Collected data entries
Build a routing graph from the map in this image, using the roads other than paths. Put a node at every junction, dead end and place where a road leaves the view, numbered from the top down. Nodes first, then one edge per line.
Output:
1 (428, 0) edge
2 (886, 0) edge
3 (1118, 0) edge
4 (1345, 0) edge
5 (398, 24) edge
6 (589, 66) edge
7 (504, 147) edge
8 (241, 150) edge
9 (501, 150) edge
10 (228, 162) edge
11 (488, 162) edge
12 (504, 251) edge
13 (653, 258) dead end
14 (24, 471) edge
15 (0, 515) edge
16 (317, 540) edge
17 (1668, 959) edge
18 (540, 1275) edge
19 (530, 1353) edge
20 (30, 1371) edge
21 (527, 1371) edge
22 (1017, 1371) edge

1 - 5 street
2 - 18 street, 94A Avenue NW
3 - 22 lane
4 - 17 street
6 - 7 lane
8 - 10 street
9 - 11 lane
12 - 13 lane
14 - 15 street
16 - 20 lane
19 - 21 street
==
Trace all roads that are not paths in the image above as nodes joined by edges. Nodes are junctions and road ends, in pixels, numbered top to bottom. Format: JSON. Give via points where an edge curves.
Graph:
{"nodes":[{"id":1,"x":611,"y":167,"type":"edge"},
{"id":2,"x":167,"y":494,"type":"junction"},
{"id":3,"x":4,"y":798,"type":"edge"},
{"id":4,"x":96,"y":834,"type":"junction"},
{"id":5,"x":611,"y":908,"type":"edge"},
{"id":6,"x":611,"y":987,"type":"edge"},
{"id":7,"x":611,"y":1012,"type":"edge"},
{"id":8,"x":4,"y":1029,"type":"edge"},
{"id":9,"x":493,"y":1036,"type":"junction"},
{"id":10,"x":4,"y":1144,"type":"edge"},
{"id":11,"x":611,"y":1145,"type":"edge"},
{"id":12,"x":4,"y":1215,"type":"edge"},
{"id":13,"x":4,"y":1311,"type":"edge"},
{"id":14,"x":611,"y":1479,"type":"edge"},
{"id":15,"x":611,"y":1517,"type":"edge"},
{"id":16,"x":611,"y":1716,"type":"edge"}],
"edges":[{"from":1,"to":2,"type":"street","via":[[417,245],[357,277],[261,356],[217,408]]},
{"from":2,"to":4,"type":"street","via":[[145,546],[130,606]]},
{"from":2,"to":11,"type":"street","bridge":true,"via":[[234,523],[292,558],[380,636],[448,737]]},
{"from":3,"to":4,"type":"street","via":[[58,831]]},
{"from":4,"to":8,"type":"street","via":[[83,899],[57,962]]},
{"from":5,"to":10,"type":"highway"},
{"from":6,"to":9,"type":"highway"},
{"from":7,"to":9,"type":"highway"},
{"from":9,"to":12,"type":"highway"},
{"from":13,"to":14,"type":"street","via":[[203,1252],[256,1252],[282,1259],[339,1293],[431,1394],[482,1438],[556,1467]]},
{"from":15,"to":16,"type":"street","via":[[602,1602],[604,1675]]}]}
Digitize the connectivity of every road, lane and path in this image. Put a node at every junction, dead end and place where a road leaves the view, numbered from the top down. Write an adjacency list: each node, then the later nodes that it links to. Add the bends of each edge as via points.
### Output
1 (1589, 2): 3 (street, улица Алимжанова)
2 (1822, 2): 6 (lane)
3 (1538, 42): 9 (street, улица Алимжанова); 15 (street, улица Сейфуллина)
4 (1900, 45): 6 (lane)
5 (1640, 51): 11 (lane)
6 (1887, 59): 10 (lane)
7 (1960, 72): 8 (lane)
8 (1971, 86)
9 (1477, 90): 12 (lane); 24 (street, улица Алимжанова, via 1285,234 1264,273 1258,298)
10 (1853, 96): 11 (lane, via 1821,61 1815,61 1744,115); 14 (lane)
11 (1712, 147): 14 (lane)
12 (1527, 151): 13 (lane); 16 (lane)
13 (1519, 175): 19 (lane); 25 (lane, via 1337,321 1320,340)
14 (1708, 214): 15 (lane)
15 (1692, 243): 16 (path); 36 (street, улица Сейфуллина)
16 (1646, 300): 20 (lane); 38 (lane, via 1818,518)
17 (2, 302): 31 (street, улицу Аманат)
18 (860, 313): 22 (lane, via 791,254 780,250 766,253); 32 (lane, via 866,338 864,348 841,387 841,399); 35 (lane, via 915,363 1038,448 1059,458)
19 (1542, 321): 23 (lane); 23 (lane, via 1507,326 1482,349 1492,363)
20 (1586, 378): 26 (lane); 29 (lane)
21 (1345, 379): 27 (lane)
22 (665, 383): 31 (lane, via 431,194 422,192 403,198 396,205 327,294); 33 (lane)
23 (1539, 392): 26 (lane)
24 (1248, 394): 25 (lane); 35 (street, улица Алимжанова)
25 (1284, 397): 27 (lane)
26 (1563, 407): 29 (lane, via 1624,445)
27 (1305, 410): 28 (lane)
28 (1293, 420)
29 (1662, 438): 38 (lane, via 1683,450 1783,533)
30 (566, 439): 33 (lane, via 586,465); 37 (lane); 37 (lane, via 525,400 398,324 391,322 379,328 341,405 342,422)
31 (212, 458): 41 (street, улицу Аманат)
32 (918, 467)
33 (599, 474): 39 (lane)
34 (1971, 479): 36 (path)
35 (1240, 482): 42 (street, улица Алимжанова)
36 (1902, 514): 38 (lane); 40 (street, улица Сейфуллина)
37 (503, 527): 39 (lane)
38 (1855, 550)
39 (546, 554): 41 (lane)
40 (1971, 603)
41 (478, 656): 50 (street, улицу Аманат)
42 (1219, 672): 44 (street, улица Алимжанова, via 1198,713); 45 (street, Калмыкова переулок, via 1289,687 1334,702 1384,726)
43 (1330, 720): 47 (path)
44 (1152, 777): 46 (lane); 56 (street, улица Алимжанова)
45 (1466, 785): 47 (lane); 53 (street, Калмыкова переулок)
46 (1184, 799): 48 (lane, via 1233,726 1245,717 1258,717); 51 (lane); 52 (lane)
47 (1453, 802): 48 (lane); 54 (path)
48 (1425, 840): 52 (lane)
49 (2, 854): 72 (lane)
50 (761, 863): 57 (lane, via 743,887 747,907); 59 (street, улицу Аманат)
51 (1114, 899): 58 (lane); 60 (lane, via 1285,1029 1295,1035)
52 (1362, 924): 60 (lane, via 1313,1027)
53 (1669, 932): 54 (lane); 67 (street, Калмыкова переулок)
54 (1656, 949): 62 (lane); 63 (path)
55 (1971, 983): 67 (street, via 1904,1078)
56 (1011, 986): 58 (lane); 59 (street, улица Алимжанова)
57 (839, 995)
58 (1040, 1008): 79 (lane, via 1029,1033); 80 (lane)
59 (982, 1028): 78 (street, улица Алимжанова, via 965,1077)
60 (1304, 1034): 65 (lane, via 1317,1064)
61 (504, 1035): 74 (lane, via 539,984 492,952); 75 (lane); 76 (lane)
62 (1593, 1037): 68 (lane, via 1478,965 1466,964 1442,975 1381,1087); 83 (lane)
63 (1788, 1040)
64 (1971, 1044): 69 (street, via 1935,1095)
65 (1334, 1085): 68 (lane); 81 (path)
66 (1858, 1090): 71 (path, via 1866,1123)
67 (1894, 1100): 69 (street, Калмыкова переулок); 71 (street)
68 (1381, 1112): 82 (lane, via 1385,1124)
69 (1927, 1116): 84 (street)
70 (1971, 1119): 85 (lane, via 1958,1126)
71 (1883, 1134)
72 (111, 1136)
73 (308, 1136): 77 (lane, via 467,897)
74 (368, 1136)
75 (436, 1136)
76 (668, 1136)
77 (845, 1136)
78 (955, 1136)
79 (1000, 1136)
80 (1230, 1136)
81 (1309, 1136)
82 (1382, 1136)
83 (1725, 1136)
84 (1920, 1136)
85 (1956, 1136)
...
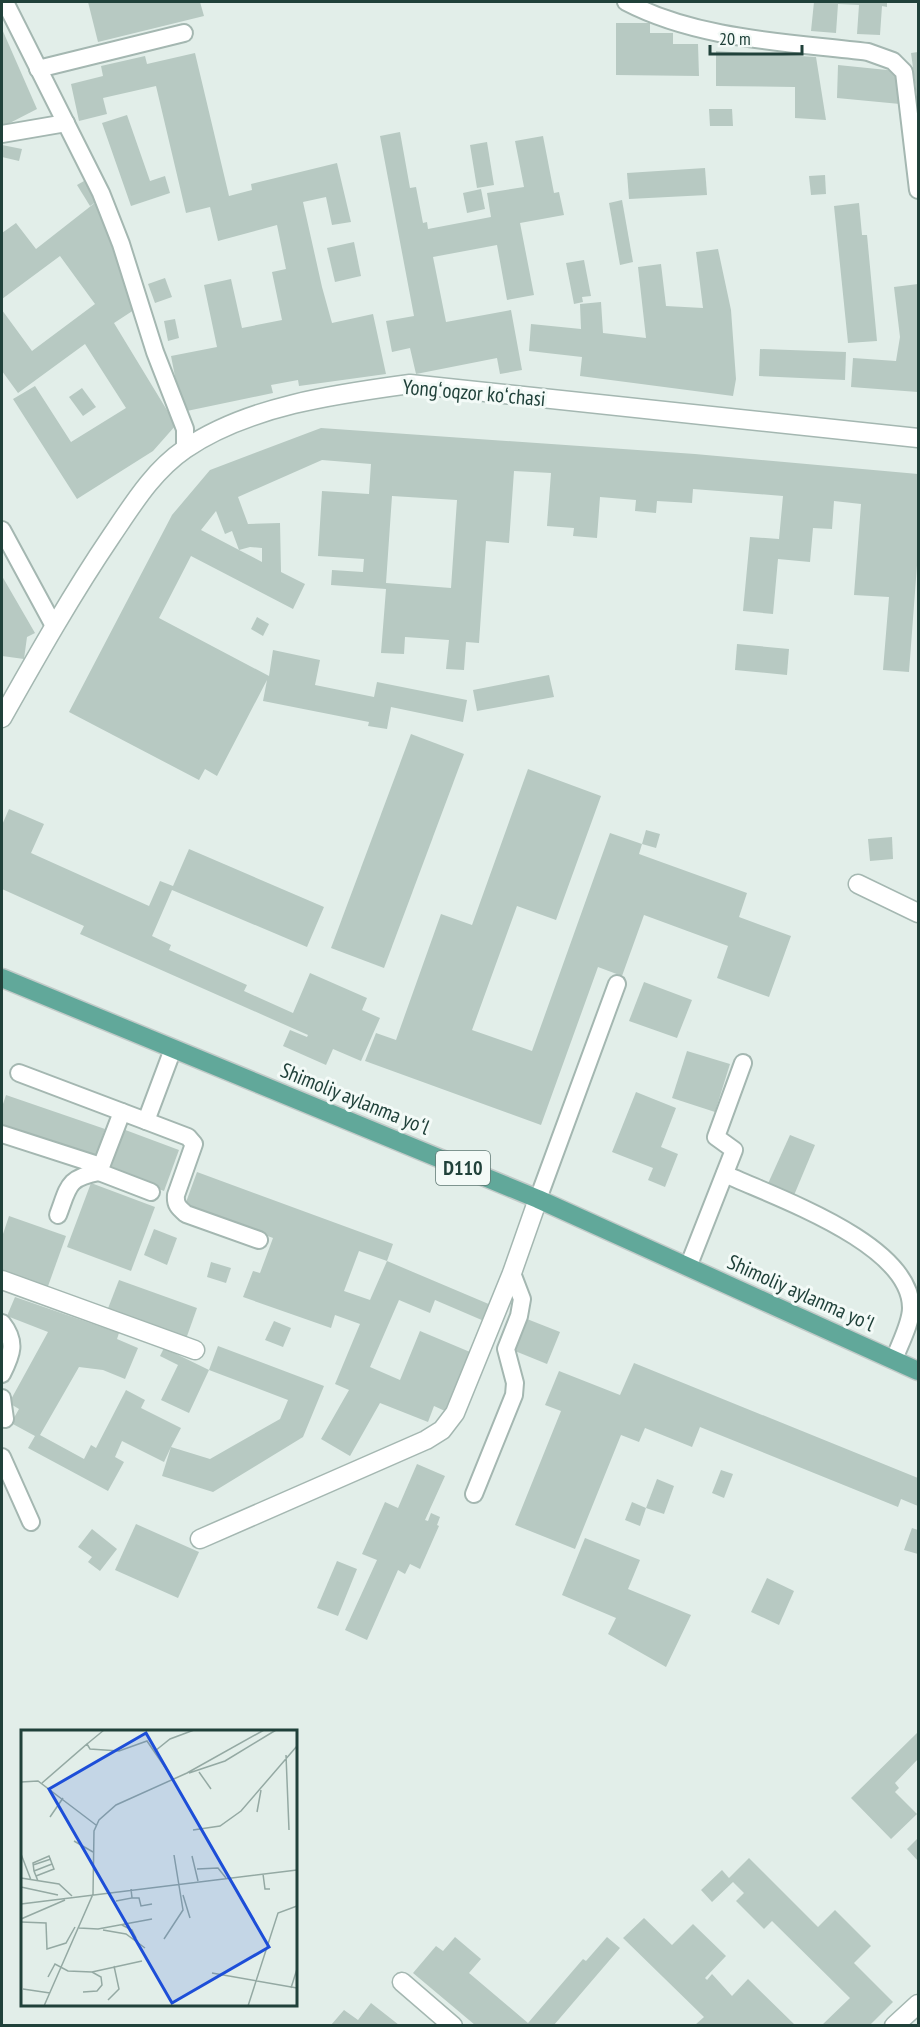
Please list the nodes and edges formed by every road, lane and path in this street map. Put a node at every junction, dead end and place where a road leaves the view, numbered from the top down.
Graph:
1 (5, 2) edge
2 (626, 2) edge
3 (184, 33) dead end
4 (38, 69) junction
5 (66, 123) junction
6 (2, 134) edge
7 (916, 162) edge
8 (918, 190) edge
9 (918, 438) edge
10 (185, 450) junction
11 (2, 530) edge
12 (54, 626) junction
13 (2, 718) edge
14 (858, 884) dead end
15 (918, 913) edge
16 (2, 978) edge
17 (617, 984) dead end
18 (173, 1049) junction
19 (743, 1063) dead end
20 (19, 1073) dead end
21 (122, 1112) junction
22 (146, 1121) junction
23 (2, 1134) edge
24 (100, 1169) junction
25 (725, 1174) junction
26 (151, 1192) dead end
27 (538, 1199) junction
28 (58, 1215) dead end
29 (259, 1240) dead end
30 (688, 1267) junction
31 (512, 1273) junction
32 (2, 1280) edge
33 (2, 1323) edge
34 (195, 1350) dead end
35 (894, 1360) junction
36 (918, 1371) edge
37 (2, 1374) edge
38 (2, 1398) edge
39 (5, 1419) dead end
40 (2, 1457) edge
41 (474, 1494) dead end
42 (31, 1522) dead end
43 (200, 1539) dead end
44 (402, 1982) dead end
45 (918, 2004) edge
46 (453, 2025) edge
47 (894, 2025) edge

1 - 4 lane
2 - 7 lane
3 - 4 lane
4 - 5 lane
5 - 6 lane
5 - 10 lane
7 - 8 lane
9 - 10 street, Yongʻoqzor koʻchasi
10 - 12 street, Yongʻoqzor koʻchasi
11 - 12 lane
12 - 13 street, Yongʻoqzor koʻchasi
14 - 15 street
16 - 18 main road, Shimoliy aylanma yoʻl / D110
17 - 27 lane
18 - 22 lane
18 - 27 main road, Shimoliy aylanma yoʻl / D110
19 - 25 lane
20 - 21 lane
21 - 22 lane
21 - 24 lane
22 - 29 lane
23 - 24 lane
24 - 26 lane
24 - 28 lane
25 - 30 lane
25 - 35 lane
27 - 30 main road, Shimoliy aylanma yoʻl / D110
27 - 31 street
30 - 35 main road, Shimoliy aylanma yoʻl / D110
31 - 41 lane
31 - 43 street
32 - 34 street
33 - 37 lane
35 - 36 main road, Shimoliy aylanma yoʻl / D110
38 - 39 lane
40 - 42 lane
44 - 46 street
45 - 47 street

> Your task: The answer should consist of every line above in which "this" appears.

> Exercise answer:
Build a routing graph from the map in this image, using the roads other than paths. Put a node at every junction, dead end and place where a road leaves the view, numbered from the top down. Nodes first, then one edge per line.
Digitize the connectivity of every road, lane and path in this image. Put a node at every junction, dead end and place where a road leaves the view, numbered from the top down. Write an adjacency list: each node, then the later nodes that it links to. Add the bends of each edge as via points.
Please list the nodes and edges formed by every road, lane and path in this street map. Put a node at every junction, dead end and place where a road leaves the view, numbered from the top down.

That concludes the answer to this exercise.